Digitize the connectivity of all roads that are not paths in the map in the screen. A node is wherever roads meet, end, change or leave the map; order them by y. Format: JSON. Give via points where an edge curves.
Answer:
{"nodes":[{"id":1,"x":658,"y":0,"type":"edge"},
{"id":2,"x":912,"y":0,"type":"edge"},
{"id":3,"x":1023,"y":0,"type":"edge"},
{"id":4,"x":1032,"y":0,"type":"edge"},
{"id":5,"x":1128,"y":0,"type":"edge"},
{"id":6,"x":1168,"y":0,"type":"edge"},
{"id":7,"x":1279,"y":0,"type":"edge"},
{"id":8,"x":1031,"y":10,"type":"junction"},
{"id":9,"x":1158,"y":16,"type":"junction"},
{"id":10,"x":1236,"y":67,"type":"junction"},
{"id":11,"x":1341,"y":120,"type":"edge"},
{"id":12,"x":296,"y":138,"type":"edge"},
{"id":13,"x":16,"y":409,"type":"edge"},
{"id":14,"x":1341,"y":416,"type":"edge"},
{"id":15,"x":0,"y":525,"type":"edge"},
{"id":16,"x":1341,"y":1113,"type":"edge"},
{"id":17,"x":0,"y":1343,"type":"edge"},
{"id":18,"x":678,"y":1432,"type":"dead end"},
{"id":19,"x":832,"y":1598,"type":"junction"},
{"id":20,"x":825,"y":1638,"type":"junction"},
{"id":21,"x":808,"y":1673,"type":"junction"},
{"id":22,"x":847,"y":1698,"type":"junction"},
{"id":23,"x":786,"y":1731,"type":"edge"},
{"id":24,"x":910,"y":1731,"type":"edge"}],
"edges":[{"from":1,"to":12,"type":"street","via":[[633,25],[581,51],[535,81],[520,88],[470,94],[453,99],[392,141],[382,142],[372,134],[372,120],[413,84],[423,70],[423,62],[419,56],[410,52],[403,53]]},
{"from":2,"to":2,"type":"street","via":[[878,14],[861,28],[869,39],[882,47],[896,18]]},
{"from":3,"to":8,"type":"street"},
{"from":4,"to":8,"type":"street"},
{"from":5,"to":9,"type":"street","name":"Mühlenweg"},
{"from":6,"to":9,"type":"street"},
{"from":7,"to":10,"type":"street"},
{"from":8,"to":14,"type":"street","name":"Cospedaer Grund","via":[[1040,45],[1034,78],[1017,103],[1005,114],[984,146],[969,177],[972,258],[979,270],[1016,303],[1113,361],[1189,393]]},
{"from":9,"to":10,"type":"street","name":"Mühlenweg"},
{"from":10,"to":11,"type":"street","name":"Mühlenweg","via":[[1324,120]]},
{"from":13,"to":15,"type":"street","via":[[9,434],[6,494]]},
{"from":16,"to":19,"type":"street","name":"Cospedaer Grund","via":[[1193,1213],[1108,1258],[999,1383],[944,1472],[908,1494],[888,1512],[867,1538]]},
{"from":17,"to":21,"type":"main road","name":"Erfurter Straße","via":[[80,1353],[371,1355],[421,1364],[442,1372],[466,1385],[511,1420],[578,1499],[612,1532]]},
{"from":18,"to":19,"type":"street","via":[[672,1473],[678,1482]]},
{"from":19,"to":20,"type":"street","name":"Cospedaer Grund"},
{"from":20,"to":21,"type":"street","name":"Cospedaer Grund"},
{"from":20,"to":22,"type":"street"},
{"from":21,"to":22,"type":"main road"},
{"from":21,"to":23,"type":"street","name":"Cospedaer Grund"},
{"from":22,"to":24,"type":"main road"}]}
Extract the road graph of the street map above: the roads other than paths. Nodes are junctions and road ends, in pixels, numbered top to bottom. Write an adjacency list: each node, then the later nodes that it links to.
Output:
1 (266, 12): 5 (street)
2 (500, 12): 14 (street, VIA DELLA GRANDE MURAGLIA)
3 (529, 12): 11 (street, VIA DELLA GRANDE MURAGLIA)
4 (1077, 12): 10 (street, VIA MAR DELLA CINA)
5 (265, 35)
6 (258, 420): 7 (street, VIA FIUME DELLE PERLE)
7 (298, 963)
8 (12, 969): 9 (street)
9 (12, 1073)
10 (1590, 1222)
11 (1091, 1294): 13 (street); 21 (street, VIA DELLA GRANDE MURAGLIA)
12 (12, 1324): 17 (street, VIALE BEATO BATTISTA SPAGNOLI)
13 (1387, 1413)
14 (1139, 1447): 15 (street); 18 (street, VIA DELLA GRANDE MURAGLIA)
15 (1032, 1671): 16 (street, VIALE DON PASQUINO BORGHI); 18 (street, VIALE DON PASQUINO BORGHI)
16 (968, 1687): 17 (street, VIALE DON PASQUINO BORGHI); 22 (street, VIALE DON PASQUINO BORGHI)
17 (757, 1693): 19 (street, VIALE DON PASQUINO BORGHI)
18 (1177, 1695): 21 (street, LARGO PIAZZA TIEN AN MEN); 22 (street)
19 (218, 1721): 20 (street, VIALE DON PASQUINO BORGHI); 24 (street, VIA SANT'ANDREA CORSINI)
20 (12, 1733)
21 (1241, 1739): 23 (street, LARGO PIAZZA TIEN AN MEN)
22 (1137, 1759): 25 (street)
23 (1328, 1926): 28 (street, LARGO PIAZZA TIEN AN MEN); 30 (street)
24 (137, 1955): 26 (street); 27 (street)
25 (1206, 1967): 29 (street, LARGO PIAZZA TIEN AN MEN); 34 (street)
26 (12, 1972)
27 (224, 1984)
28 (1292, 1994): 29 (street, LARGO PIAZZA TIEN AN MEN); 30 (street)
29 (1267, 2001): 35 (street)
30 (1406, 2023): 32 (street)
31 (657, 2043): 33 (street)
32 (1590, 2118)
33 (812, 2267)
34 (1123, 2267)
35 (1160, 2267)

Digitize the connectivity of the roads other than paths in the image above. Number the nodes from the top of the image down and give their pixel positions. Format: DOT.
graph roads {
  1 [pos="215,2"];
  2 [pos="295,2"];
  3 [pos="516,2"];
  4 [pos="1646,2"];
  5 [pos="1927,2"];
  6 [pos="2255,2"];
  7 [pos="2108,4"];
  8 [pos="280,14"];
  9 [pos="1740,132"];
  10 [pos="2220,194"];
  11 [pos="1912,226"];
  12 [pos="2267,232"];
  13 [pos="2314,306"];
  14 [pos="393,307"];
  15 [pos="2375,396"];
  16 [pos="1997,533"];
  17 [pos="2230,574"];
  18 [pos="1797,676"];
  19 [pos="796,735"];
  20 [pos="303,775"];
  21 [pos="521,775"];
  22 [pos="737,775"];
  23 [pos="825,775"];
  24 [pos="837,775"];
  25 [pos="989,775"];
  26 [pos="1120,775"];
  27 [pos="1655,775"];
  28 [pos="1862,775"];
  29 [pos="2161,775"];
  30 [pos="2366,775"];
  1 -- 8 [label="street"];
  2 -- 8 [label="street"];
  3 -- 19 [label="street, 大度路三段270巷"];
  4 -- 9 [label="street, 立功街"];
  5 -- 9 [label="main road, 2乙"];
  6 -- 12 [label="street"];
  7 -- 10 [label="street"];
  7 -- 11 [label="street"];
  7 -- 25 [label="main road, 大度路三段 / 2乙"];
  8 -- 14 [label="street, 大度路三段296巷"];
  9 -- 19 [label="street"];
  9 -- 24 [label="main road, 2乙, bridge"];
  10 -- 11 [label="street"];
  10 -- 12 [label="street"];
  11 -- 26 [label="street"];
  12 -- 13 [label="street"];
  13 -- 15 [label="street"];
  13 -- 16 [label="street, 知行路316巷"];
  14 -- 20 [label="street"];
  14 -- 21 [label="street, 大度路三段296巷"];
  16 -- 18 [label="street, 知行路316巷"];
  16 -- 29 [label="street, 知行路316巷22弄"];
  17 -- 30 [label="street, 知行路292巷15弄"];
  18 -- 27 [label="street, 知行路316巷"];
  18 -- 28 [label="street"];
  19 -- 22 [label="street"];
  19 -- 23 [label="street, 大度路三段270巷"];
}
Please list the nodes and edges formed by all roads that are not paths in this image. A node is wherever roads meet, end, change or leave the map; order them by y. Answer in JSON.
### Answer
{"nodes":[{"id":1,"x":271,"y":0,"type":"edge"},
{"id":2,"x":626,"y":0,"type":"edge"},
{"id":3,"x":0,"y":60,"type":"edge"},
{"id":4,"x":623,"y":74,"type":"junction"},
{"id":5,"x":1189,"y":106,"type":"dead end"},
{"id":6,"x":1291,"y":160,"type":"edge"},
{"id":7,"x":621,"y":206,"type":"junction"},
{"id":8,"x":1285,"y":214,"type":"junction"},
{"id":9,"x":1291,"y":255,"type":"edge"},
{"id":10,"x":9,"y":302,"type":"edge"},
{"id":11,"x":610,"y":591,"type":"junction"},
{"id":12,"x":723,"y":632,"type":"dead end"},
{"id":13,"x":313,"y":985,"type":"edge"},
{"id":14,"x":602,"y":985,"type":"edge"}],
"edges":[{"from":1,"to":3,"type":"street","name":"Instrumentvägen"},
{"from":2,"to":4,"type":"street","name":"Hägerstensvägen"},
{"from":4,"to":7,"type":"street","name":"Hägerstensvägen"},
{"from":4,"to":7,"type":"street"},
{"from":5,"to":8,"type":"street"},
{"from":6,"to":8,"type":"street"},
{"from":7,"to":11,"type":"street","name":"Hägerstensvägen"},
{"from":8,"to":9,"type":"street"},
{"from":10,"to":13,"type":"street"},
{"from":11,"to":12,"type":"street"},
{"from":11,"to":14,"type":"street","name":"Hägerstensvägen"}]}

┄┄┄┄┄┄

**EXERCISE INSTRUCTIONS:** Working from the entries above, find every line in which the word "Grund" occurs and copy it.

**REPLY:**
{"from":8,"to":14,"type":"street","name":"Cospedaer Grund","via":[[1040,45],[1034,78],[1017,103],[1005,114],[984,146],[969,177],[972,258],[979,270],[1016,303],[1113,361],[1189,393]]},
{"from":16,"to":19,"type":"street","name":"Cospedaer Grund","via":[[1193,1213],[1108,1258],[999,1383],[944,1472],[908,1494],[888,1512],[867,1538]]},
{"from":19,"to":20,"type":"street","name":"Cospedaer Grund"},
{"from":20,"to":21,"type":"street","name":"Cospedaer Grund"},
{"from":21,"to":23,"type":"street","name":"Cospedaer Grund"},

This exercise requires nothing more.